Também vão dizer que extrovertidos têm sistema imunológico melhor, estão menos suscetíveis à depressão e até mesmo a sonhos violentos 🙂

http://www.medicaldaily.com/introvert-or-extrovert-differences-when-it-comes-health-314956

 

Você também pode encontrar textos de haters dizendo que estão de saco cheio de ter que ouvir, há mais de um ano, esse papinho sobre introvertido, e como é tão tedioso essa história de introvertidos saindo do armário e dizendo que têm o direito de serem introvertidos.

http://thoughtcatalog.com/chelsea-fagan/2014/05/21-reasons-im-tired-of-hearing-about-introverts/

 

Mas também há sites como este, http://www.quietrev.com/, de Susan Cain, uma mulher que decidiu assumir a introspecção, publicar um best-seller (Quiet: The Power of Introverts in a World That Can’t Stop Talking), criar um site e fazer palestras explicando por que as pessoas não deveriam se sentir infelizes por serem diferentes dos extrovertidos.

 

Acredito que não chegaremos a um consenso sobre o que é ser introvertido, se isso é bom ou ruim.
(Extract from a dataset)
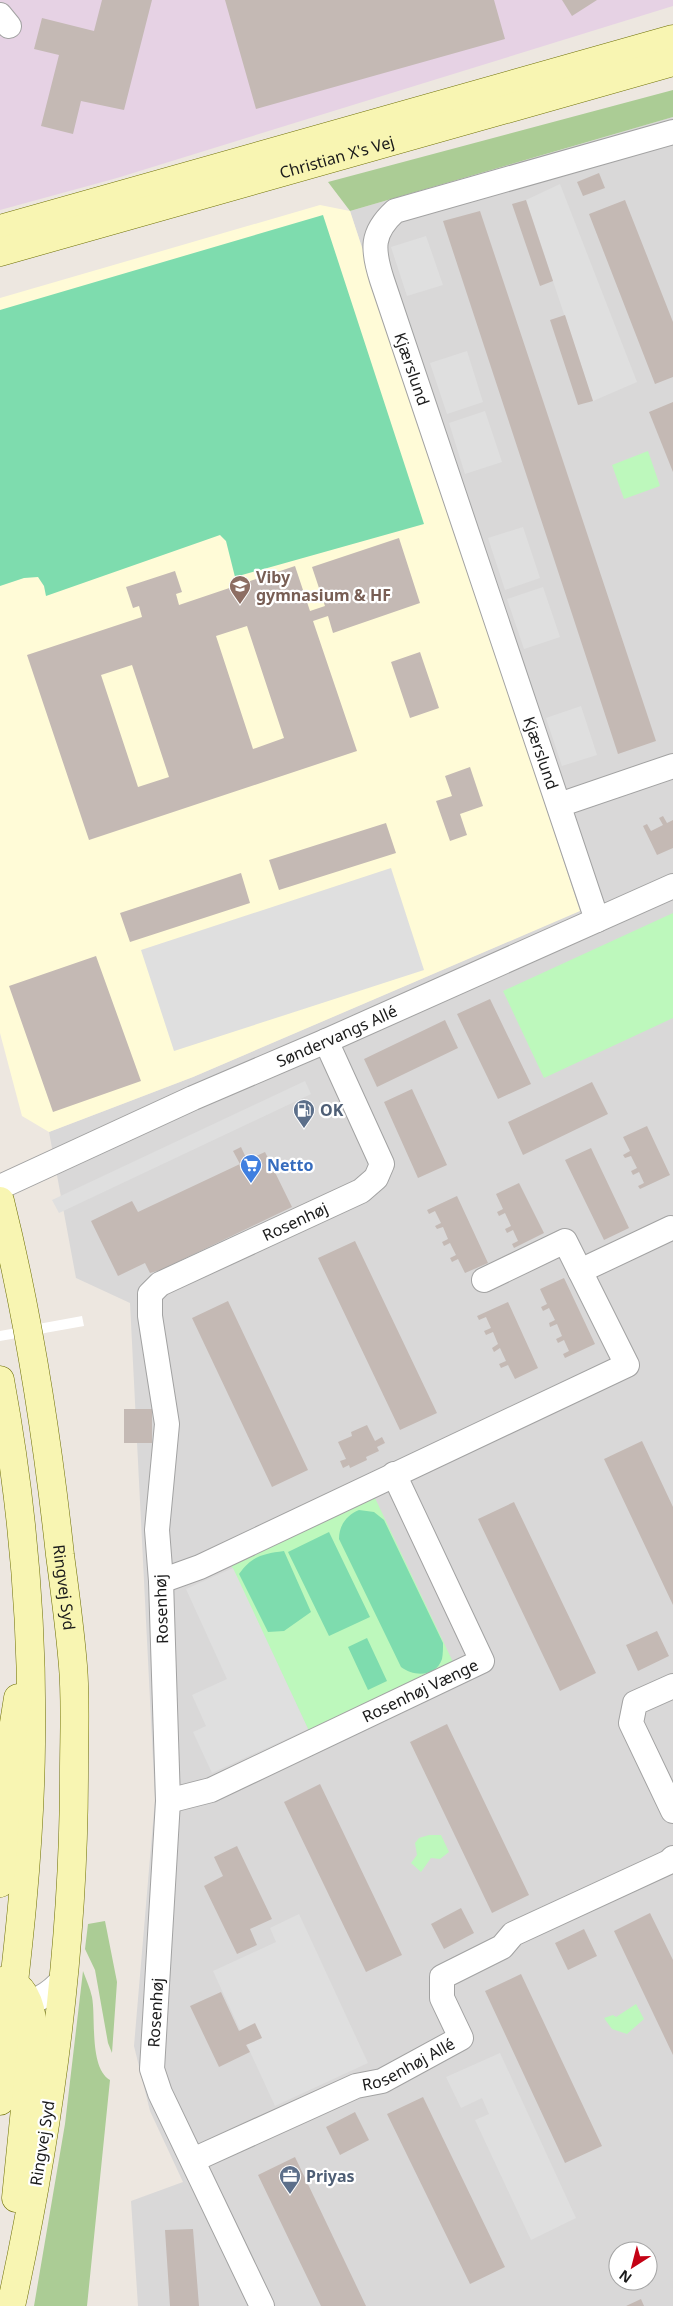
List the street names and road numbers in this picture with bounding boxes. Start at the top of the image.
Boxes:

Mas posso dar minhas opiniões de misantropa-introvertida militante.

Ninguém precisa ser rotulado em classificações estritas e é óbvio que a maioria das pessoas não está nos extremos da régua de introversão e extroversão, e sim oscilando de um lado para o outro em momentos e situações diferentes da sua vida. Gosto de falar que sou misantropa, introvertida para promover a ideia de que as pessoas não deveriam ter vergonha de se reconhecerem diferentes do padrão, mas nada precisa ser preto e branco.

Cada pessoa é única e com características diversas. O que falta à autora do texto hater é um pouco de empatia, a capacidade de imaginar o que é ser uma criança, um adolescente, às vezes uma boa parte do tempo da sua vida adulta pensando que tem algo errado com você e como seria bom se você conseguisse gostar do que todo mundo gosta, fazer o que todo mundo faz. Se ela fosse um pouco mais humana, jamais escreveria um texto dizendo que está de saco cheio de vez em quando topar com posts ou apresentações PowerPoint explicando o que é introversão. Prezados camaradas extrovertidos e que acham frescura ficar falando de introversão: por alguns segundos, pensem nisso. O que é toda uma vida se sentindo errado no mundo.

Acho bem provável a ideia de que extrovertidos tenham mais momentos de alegria, felicidade, sistema imunológico melhor (e também estarem mais propensos a ter acidentes de pára-quedas, moto, ter amantes e se separar). Me parece realmente possível que a dopamina faça toda essa diferença nas minhas reações.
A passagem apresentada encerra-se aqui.